Aku berlari meninggalkan gereja itu dengan segenap langkah yang tersisa. Kini hawa dingin sudah tidak berasa lagi di sekujur tubuh. Kakiku terus melangkah tak berhenti sampai kembali memasuki rumah kecil diujung kota tempat dimana aku bersandar. Aku duduk bersimpuh di dekat perapian dengan kehangatan kecilnya dan abu arang yang menyengat terus menundukkan kepala tidak mengerti apa yang dirasa. Apakah aku merasa malu? Ataukah aku merasa gundah? Ataukah sebenarnya, aku telah jatuh cinta padanya?
Pintu rumah terbuka lebar, ibu masuk ke rumah dengan membawa beberapa plastik buah - buahan di kedua tangannya, namun herannya seketika itu dia menjatuhkan semua plastik di depan perapian tak jauh dari tempat aku bersimpuh. "Licha! Malam ini kau masuk ke Sagrada, bukan? Bukankah ibu sudah memperingatkanmu untuk tidak masuk kesana!" langkahnya mulai mendekat kearahku.
"Kenapa selama ini ibu melarangku? Padahal Sagrada adalah tempat yang mengagumkan untuk dimasuki? Tidak taukah engkau betapa aku menyukai tempat itu sejak lama?" aku menimpali perkataan ibu yang wajahnya semakin memerah. Tidak bisanya dia begitu, wajah ramahnya menghilang entah kemana. Langkahnya semakin mendekat seiring dengan berdirinya aku di depan perapian. "Sudah ku bilang dari dulu, jauhilah Sagrada! Jangan pernah masuk kesana! Kenapa kamu tidak menurut?!"
"Bukankah itu hak ku untuk menyukai sesuatu, ibu? Dan jika aku sudah jatuh cinta pada Sagrada, lantas apa kau mau melarangku untuk menyukainya?" nada suara ini makin tinggi. Sebelah tangan ibu pun melayang ke pipi menimbulkan suara tamparan keras. 'Plakk!' dan semua hening. Merah.
"Kakekmu mati disalib di gereja itu! Dan ayahmu, dia menumpahkan darahnya ditembak mati di Sagrada karena disangka seorang teroris! Masih sudikah kamu menapakkan kaki ke sana?" air mata jatuh dari pelupuk mata ibu menandakan betapa beratnya rasa yang dia tahan, aku tidak pernah melihatnya semarah ini. Apakah aku sudah keterlaluan?
"Agama bukanlah suatu yang harus disalahkan sekarang ini, bu. Hanya karena dua anggota keluarga kita mati terbaring di sana, lalu inikah imbasnya untukku? Inikah alasan kenapa rumah kita ada di ujung kota?
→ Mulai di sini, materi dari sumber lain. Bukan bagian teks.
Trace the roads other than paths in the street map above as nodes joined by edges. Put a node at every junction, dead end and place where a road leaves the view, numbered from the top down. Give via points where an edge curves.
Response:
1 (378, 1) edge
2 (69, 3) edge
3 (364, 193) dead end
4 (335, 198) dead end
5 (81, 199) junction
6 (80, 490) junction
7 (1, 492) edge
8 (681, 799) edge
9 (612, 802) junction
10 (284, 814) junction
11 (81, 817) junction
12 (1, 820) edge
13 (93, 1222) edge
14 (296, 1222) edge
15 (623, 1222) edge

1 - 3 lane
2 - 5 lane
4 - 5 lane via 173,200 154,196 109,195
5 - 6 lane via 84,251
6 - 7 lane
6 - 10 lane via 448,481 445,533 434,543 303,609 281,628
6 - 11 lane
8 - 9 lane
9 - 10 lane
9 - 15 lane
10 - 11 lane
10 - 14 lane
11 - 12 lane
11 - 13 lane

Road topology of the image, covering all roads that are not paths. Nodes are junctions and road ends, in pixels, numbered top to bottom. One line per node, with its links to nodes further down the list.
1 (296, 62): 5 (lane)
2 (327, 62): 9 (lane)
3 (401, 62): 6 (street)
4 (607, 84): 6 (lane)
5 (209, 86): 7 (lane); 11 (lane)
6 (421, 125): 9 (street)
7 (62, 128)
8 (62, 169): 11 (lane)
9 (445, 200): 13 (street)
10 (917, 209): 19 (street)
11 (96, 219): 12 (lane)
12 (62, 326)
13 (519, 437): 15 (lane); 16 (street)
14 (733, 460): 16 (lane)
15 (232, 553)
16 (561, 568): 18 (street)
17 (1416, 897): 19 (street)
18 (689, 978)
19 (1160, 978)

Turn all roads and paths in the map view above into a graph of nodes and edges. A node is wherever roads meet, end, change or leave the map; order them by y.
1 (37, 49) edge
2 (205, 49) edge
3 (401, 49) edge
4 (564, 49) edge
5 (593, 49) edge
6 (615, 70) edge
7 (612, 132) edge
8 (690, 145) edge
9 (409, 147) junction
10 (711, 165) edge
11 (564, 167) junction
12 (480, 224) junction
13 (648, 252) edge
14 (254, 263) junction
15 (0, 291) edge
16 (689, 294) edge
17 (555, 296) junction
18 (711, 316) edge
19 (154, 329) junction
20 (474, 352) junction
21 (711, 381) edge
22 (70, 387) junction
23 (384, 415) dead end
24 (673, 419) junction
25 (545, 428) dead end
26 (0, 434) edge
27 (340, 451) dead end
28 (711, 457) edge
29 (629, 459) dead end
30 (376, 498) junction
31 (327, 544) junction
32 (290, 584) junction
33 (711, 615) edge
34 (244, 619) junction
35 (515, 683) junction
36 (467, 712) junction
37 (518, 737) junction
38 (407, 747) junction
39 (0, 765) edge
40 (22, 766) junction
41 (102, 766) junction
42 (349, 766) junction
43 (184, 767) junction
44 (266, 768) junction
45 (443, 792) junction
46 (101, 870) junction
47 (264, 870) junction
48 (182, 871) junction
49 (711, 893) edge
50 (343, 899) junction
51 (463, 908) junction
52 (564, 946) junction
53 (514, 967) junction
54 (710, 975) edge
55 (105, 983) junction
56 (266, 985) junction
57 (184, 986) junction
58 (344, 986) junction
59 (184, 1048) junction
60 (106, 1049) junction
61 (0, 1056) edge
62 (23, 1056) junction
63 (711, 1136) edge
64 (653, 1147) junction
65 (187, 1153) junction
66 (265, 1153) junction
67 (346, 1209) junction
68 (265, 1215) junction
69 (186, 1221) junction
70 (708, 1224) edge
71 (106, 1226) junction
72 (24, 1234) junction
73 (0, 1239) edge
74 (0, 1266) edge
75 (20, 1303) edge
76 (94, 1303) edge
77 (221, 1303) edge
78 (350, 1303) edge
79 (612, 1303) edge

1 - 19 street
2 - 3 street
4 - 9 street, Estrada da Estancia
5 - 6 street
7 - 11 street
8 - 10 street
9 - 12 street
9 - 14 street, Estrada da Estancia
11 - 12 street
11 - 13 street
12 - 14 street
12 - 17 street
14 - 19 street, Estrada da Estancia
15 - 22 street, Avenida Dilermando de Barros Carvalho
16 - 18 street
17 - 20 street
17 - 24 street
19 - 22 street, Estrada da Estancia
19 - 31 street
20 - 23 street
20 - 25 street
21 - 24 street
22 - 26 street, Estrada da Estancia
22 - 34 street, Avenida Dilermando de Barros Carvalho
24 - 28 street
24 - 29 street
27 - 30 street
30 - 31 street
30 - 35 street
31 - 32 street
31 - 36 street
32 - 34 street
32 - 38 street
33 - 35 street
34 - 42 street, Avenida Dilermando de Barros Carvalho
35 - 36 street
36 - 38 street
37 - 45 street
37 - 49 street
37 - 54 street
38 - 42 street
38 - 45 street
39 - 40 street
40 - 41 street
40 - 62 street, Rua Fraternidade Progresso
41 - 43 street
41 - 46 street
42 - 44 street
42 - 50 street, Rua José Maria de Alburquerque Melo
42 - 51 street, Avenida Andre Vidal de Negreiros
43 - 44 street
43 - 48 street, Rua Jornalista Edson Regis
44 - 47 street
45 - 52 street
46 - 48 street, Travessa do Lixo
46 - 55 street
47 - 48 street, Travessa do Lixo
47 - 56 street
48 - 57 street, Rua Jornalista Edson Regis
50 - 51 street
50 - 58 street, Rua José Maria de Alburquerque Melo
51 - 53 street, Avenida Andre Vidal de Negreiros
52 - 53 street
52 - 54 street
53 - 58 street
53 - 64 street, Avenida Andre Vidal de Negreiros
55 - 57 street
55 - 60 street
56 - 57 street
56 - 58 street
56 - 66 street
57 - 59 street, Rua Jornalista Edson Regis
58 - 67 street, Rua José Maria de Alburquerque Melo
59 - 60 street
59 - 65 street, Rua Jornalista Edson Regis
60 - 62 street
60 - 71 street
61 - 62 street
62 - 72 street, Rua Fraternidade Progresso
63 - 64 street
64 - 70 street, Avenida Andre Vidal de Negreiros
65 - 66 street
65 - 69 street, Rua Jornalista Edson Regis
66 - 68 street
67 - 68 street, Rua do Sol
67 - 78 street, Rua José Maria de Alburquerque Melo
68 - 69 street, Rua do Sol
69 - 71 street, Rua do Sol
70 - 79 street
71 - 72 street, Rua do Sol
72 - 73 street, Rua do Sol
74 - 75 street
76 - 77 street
Inikah alasan kenapa ibu melepaskan katolik dan berganti agama menjadi hindu?" wajahku semakin memerah. "Hindu adalah agama suci yang tidak sepantasnya kau jadikan pelarian atas kekecewaanmu pada katolik. Dan ini tidak adil bagiku jika kau membatasi rasa sukaku kepada Sagrada Familia!"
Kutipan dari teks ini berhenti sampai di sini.